Section 4.  Shares Available for Awards.
            ---------------------------

(a)  Shares Available.  Subject to adjustment as provided in Section 4(b) of the
     ----------------
     Plan:

      (i) The aggregate number of Shares available for granting Awards under the
          Plan shall be 2,250,000.  If an Award is denominated in or relates to
          a security of Olin convertible into its Common Stock, the number of
          shares of Common Stock into which such security shall be convertible
          (calculated as of the date of grant of the Award, subject to
          adjustment as provided in Section 4(b) hereof or under the terms of
          such security) shall be deemed denominated in Shares and counted
          against the aggregate number of Shares available for the granting of
          Awards under the Plan.

     (ii) For purposes of this Section 4(a):

                                       4
<PAGE>

          (A)  To the extent any Shares covered by an Award are not delivered to
               a Participant or beneficiary because the Award is forfeited or
               canceled, or the Shares are not delivered because the Award is
               settled in cash or used to satisfy the applicable tax withholding
               obligation, such Shares shall not be deemed to have been
               delivered for purposes of determining the maximum number of
               Shares available for delivery under the Plan; and

          (B)  If the exercise price of any Option granted under the Plan is
               satisfied by tendering Shares (by either actual delivery or by
               attestation), only the number of Shares issued net of the Shares
               tendered shall be deemed delivered for purposes of determining
               the maximum number of Shares available for delivery under the
               Plan.

(b)  Adjustments.  In the event of any change in the Shares by reason of stock
     -----------
     dividends, stock splits, recapitalization, mergers, consolidations,
     combinations or exchanges of shares, split-ups, split-offs, spin-offs,
     liquidations or other similar changes in capitalization, or any
     distributions to shareholders other than cash dividends, (i) the numbers,
     class and prices of Shares covered by outstanding Awards under the Plan
     (provided that no such adjustment shall result in repricing of Options
     prohibited by Section 6(f)(ii) of the Plan), (ii) the aggregate number and
     class of Shares available under the Plan, and (iii) the numbers and class
     of Shares that may be the subject of Awards pursuant to Section 4(c), shall
     be adjusted by the Committee, whose determination shall be conclusive.
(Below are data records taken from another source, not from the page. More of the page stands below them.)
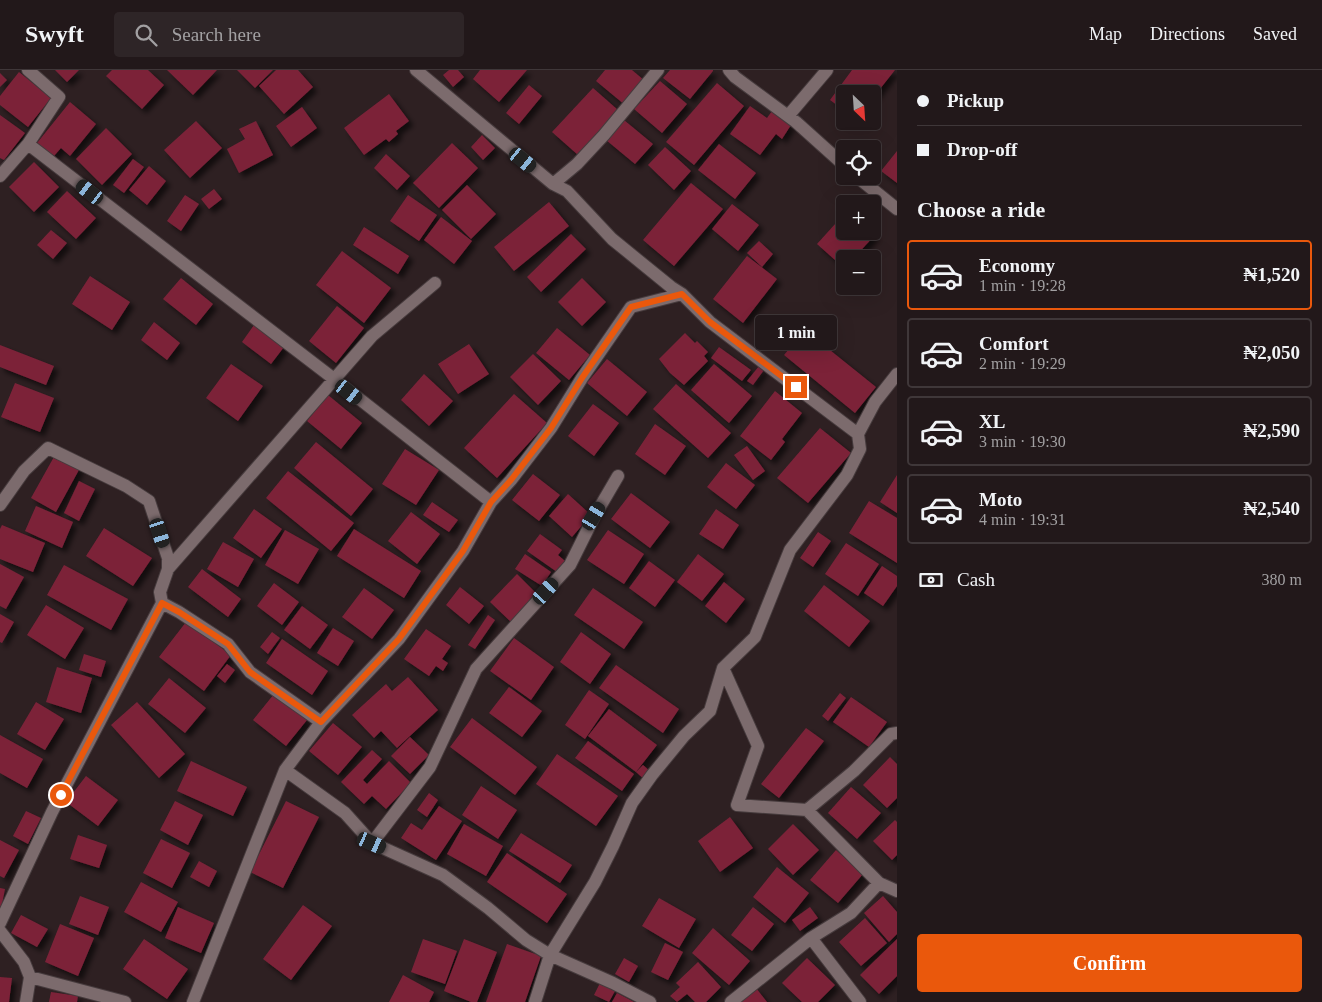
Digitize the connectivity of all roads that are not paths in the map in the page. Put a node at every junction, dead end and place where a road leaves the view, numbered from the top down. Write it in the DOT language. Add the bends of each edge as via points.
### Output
graph roads {
  1 [pos="28,70"];
  2 [pos="416,70"];
  3 [pos="658,70"];
  4 [pos="729,70"];
  5 [pos="827,70"];
  6 [pos="788,116"];
  7 [pos="28,144"];
  8 [pos="836,158"];
  9 [pos="0,176"];
  10 [pos="553,184"];
  11 [pos="867,185"];
  12 [pos="897,209"];
  13 [pos="435,283"];
  14 [pos="682,294"];
  15 [pos="897,374"];
  16 [pos="334,379"];
  17 [pos="858,434"];
  18 [pos="618,476"];
  19 [pos="491,502"];
  20 [pos="0,505"];
  21 [pos="168,568"];
  22 [pos="162,603"];
  23 [pos="723,668"];
  24 [pos="321,722"];
  25 [pos="897,733"];
  26 [pos="285,770"];
  27 [pos="807,810"];
  28 [pos="372,843"];
  29 [pos="879,883"];
  30 [pos="897,891"];
  31 [pos="0,923"];
  32 [pos="0,932"];
  33 [pos="811,938"];
  34 [pos="550,955"];
  35 [pos="30,977"];
  36 [pos="26,1002"];
  37 [pos="125,1002"];
  38 [pos="193,1002"];
  39 [pos="535,1002"];
  40 [pos="650,1002"];
  41 [pos="731,1002"];
  42 [pos="860,1002"];
  1 -- 7 [label="street" via="59,97"];
  2 -- 10 [label="street"];
  3 -- 10 [label="street" via="604,135"];
  4 -- 6 [label="street"];
  5 -- 6 [label="street"];
  6 -- 8 [label="street"];
  7 -- 9 [label="street"];
  7 -- 16 [label="street"];
  10 -- 14 [label="street" via="567,191 612,239"];
  11 -- 12 [label="street"];
  13 -- 16 [label="street" via="372,336"];
  14 -- 17 [label="street" via="710,322"];
  14 -- 19 [label="street" via="631,307 551,428"];
  15 -- 17 [label="street" via="875,402"];
  16 -- 19 [label="street"];
  16 -- 21 [label="street"];
  17 -- 23 [label="street" via="860,449 846,475 790,550 755,637"];
  18 -- 28 [label="street" via="570,564 476,670 430,767"];
  19 -- 24 [label="street" via="463,551 399,639"];
  20 -- 21 [label="street" via="24,471 48,448 126,486 149,501 168,558"];
  21 -- 22 [label="street" via="160,592"];
  22 -- 24 [label="street" via="228,644 250,672"];
  22 -- 31 [label="street" via="52,812"];
  23 -- 27 [label="street" via="758,746 737,805"];
  23 -- 34 [label="street" via="710,711 684,736 632,803 595,882"];
  24 -- 26 [label="street"];
  25 -- 27 [label="street" via="891,734 854,771"];
  26 -- 28 [label="street" via="345,813"];
  26 -- 38 [label="street"];
  27 -- 29 [label="street"];
  28 -- 34 [label="street" via="443,875"];
  29 -- 30 [label="street"];
  29 -- 33 [label="street" via="851,913"];
  32 -- 35 [label="street" via="24,962"];
  33 -- 41 [label="street"];
  33 -- 42 [label="street"];
  34 -- 39 [label="street"];
  34 -- 40 [label="street"];
  35 -- 36 [label="street"];
  35 -- 37 [label="street"];
}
     (i)   Without limiting the foregoing, in the event of any split-up, split-
           off, spin-off or other distribution to shareholders of shares
           representing a part of Olin's business, properties and assets, the
           Committee may modify an outstanding Award so that such Award shall
           thereafter relate to Shares of Olin and shares of capital stock of
           the corporation owning the business, properties and assets so split-
           up, split-off, spun-off or otherwise distributed to shareholders of
           Olin in the same ratio in which holders of the Shares became entitled
           to receive shares of capital stock of the corporation owning the
           business, properties and assets so split-up, split-off or spun-off or
           otherwise distributed, provided that no such action results in
           repricing of Options prohibited by Section 6(f)(ii).

     (ii)  With respect to Awards of Incentive Stock Options, no such adjustment
           shall be authorized to the extent that such authority would cause the
           Plan to violate Section 422 of the Code or any successor provision
           thereto, unless the holder of such Award of Incentive Stock Options
           agrees to convert such options to Non-qualified Stock Options.

     (iii) Notwithstanding the foregoing, a Participant to whom Dividend
           Equivalents or dividend units have been awarded shall not be entitled
           to receive a special or extraordinary dividend or distribution unless
           the Committee shall have expressly authorized such receipt.

(c)  Additional Restrictions.  Subject to adjustment as provided in Section
     -----------------------
     4(b), the following additional maximums are imposed under the Plan:

                                       5
<PAGE>

     (i)    The maximum number of Shares that may be issued for Options intended
            to be Incentive Stock Options shall be 900,000 Shares.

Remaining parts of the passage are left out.